[Task inputs]

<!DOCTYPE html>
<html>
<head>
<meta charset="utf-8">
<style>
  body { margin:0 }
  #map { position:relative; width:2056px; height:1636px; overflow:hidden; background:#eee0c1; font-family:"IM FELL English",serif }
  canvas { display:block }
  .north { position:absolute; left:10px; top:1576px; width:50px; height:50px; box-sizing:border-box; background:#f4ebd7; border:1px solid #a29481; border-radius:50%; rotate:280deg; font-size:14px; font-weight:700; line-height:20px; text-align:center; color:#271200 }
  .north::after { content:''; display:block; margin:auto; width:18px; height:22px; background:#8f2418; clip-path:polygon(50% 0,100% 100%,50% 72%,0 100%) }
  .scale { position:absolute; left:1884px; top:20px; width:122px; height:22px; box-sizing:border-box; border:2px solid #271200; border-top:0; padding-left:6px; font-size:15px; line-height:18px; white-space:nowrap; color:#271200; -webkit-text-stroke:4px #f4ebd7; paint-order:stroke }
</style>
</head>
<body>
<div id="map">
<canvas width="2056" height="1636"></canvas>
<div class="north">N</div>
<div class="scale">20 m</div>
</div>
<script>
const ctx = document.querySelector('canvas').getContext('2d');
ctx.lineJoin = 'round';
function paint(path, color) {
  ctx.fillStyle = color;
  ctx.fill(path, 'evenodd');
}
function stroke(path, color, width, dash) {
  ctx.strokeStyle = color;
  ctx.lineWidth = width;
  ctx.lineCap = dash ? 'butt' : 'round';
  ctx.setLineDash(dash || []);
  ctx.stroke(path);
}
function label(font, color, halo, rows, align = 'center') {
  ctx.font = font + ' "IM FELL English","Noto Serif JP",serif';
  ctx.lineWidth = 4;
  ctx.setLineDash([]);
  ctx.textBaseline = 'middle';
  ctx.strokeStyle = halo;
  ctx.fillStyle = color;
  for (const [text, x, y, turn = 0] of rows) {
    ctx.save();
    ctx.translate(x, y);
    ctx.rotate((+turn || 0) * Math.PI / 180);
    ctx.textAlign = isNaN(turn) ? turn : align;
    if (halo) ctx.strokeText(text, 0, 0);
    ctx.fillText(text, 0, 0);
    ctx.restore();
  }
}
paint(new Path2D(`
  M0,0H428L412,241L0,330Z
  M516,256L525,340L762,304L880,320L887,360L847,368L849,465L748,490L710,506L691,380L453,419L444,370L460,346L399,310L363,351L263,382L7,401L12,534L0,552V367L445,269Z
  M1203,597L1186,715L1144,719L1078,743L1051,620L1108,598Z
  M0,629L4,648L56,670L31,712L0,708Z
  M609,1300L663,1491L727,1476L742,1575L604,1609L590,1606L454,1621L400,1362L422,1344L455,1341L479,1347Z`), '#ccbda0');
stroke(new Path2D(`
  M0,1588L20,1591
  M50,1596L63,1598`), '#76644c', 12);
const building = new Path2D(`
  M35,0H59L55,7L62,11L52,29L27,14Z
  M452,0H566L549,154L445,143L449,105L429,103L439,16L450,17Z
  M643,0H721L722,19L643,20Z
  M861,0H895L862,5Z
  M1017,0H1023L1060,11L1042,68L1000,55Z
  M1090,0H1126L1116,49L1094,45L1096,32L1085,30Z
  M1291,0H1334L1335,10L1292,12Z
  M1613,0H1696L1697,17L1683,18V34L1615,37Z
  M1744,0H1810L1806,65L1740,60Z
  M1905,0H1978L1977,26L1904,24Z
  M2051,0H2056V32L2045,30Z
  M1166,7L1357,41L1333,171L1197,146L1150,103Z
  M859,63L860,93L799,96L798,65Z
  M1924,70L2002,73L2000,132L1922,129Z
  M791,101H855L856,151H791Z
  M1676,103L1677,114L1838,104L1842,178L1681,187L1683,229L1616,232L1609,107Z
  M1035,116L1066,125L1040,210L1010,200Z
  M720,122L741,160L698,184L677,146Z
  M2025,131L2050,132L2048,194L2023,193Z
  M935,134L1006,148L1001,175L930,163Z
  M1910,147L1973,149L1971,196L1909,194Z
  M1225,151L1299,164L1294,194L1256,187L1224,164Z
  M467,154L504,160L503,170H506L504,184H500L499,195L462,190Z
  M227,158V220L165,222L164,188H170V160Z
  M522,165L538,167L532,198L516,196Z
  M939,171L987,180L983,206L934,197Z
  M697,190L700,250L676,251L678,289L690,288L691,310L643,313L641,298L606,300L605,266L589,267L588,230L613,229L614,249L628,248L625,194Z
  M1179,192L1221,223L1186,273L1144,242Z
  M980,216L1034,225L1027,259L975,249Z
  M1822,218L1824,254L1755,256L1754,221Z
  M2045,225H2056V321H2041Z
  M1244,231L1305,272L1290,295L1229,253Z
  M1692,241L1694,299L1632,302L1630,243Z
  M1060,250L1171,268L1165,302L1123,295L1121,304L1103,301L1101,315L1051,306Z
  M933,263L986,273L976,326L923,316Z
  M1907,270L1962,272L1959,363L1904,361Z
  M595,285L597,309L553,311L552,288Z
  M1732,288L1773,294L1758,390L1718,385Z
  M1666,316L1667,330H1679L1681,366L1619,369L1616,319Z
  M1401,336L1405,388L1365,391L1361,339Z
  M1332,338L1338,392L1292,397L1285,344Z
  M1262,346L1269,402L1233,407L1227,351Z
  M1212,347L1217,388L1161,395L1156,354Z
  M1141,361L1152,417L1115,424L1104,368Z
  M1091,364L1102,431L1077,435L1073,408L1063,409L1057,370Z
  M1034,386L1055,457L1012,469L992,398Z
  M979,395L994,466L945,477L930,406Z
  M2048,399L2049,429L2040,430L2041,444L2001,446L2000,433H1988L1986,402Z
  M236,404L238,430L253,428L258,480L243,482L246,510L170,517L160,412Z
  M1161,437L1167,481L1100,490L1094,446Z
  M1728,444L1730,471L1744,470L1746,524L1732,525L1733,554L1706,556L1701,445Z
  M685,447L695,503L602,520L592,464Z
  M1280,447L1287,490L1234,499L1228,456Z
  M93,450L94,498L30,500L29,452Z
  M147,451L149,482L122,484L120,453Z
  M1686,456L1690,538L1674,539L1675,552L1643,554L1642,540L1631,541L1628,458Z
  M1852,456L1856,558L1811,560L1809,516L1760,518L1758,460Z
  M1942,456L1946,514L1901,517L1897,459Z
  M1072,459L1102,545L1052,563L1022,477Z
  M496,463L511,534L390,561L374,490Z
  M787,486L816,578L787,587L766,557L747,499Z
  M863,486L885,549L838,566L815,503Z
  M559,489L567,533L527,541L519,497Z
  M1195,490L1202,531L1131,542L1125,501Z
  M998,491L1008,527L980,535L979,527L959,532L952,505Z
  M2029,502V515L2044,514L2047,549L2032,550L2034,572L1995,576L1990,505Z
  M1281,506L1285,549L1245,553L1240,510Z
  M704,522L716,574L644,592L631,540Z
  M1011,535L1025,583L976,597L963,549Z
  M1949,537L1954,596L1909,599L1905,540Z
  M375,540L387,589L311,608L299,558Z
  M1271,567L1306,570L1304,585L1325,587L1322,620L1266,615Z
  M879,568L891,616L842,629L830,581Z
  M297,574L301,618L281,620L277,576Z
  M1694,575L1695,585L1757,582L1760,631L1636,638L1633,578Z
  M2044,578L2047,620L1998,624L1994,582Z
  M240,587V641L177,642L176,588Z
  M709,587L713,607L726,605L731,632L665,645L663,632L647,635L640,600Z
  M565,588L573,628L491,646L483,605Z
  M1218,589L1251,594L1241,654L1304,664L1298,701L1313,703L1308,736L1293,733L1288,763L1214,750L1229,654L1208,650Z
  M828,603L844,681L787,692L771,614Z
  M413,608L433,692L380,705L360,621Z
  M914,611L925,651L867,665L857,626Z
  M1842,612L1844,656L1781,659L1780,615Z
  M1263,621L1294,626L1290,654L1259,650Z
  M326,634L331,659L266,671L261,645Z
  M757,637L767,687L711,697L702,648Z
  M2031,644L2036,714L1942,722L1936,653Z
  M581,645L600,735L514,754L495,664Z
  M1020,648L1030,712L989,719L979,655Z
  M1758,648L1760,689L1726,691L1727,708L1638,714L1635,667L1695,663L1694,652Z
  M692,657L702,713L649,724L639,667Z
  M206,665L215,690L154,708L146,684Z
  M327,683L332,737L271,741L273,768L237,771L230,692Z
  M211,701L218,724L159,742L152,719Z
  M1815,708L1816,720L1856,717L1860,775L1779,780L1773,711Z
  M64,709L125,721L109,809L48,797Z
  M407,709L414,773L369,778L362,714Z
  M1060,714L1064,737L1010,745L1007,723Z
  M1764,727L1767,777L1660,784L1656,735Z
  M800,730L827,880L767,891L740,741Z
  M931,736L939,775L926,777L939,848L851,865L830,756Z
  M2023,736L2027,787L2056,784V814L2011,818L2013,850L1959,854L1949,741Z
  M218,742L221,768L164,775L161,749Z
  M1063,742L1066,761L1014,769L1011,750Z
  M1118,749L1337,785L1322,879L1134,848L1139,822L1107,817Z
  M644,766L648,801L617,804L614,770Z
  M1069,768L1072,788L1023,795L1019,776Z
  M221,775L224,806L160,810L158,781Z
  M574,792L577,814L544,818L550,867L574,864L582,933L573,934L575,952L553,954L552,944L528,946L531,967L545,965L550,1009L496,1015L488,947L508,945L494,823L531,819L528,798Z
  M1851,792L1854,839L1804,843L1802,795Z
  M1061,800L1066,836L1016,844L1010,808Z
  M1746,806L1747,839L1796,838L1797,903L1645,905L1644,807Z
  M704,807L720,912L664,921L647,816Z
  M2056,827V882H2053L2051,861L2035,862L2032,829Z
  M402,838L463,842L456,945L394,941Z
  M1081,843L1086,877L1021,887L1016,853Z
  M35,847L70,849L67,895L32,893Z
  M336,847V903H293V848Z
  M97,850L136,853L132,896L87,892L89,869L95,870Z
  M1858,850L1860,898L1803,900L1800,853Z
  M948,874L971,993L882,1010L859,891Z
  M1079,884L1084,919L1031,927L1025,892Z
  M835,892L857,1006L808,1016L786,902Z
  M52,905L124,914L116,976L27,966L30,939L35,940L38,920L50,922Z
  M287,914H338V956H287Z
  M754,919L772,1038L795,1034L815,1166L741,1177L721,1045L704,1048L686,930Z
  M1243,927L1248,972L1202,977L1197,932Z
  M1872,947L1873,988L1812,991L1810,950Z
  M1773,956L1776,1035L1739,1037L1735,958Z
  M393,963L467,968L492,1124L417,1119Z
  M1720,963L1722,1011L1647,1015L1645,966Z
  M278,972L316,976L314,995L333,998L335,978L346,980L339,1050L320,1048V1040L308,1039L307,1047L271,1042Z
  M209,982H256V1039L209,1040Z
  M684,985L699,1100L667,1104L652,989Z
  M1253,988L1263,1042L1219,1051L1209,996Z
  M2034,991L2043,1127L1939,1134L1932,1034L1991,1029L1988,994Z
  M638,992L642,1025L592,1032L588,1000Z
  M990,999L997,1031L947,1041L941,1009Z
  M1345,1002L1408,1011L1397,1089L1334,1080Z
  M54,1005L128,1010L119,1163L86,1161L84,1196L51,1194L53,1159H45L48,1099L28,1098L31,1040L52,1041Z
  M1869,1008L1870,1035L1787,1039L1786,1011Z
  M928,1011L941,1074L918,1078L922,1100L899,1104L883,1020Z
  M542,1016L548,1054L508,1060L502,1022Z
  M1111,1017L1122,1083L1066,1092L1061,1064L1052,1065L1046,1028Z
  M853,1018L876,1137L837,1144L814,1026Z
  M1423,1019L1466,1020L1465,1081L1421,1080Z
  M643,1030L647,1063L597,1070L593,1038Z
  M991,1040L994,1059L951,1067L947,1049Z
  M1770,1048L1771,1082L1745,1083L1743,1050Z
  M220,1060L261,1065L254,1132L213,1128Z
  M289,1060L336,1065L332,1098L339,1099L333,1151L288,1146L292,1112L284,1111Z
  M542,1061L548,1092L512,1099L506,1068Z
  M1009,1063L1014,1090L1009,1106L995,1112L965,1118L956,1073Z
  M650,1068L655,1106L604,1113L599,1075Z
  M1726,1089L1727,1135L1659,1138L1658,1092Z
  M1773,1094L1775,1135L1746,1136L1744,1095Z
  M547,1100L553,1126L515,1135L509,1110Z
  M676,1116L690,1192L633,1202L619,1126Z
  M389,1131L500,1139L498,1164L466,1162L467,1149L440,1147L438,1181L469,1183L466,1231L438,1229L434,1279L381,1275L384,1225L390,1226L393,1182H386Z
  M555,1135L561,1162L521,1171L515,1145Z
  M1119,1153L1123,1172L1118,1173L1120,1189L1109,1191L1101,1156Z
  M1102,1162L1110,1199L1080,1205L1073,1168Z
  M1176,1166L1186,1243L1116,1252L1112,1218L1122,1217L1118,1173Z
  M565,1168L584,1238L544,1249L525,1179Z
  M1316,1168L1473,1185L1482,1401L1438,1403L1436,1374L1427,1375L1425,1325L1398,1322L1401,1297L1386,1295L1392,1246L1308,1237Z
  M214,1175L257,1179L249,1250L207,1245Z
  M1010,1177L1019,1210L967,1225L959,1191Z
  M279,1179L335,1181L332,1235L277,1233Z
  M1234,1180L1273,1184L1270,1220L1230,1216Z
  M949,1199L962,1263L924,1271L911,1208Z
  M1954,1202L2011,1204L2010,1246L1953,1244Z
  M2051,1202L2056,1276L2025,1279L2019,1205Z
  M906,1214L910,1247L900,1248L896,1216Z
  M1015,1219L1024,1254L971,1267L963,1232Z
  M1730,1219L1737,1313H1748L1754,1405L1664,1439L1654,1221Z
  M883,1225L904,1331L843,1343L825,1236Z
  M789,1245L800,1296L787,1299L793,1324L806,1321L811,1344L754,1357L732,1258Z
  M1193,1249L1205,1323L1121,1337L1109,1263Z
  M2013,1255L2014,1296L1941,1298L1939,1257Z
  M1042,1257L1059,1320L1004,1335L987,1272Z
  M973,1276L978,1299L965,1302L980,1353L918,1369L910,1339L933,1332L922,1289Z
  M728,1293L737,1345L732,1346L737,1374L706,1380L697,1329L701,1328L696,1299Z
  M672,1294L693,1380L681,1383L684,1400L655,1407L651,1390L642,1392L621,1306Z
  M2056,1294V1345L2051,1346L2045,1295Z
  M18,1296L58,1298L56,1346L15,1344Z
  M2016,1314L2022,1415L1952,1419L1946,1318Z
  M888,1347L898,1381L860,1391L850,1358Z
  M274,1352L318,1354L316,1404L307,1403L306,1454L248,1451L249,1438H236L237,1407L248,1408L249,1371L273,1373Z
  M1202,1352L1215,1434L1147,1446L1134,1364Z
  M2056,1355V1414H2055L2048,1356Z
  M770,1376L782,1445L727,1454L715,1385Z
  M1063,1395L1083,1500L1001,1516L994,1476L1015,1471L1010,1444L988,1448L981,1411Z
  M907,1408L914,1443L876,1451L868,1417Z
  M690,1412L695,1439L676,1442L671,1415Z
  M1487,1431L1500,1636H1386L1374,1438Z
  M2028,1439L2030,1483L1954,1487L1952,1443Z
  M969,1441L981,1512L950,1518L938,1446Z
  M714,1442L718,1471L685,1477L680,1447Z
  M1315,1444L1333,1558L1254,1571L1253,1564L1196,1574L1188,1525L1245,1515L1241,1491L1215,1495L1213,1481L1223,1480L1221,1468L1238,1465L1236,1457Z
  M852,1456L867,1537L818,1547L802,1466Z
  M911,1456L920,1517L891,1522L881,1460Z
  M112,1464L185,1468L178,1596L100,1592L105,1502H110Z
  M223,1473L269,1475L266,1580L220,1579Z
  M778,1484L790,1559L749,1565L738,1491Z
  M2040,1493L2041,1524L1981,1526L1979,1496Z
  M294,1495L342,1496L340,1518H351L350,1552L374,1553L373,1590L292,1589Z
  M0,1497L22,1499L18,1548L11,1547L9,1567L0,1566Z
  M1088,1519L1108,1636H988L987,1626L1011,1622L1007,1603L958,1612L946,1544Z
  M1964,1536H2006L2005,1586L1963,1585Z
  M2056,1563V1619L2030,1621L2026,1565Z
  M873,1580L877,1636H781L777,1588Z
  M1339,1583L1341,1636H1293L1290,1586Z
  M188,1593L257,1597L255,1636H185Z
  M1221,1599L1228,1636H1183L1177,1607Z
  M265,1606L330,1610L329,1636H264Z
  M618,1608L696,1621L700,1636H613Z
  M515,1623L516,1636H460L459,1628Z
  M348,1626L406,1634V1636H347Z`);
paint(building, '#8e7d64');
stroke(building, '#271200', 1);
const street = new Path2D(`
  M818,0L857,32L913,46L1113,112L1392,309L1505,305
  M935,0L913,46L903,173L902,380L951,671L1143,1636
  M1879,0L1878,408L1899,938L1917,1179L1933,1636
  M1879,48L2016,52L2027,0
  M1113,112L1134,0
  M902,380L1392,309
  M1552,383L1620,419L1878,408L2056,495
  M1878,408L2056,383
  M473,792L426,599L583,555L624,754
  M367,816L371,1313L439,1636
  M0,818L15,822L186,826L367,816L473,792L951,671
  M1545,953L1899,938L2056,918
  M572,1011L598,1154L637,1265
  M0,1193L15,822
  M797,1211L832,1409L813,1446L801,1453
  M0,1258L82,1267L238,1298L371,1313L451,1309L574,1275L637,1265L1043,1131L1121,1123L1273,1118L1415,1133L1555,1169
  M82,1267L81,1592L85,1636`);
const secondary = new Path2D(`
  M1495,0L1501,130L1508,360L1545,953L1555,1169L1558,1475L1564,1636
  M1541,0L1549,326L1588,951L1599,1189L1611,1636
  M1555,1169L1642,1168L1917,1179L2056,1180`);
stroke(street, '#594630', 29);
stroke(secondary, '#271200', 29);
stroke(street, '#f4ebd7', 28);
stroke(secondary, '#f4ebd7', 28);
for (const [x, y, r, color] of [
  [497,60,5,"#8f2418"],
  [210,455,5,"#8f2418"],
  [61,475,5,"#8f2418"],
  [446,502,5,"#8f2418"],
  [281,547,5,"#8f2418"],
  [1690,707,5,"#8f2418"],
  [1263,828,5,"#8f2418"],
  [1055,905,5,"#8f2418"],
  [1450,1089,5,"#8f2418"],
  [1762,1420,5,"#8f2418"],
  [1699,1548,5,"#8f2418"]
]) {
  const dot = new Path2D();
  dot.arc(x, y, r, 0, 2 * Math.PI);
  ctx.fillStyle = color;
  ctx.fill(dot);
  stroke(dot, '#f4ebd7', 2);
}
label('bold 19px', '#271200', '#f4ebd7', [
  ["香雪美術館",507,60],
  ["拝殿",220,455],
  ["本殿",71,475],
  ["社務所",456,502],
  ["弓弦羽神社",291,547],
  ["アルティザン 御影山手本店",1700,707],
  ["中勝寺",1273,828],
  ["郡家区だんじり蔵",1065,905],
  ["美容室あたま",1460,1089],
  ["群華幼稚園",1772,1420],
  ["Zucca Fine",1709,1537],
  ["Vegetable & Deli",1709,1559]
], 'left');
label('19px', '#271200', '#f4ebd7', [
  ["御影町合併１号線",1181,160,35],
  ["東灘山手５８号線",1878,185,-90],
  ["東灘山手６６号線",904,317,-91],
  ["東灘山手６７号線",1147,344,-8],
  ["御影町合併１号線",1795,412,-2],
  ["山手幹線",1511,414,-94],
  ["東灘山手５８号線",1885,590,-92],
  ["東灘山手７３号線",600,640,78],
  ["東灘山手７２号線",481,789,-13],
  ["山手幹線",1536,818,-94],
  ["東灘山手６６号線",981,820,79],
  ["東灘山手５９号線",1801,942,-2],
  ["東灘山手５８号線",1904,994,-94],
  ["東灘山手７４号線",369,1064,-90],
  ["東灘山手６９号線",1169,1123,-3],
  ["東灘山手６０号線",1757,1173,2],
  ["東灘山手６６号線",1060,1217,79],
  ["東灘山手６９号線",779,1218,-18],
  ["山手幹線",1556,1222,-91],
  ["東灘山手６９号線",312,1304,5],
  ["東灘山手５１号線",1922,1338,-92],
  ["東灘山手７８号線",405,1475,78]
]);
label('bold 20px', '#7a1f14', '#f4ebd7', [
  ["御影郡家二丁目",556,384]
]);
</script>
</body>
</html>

[/Task inputs]

= Task prompt =
Read through the lines above and collect those that contain the string "English".

= Your solution =
  #map { position:relative; width:2056px; height:1636px; overflow:hidden; background:#eee0c1; font-family:"IM FELL English",serif }
  ctx.font = font + ' "IM FELL English","Noto Serif JP",serif';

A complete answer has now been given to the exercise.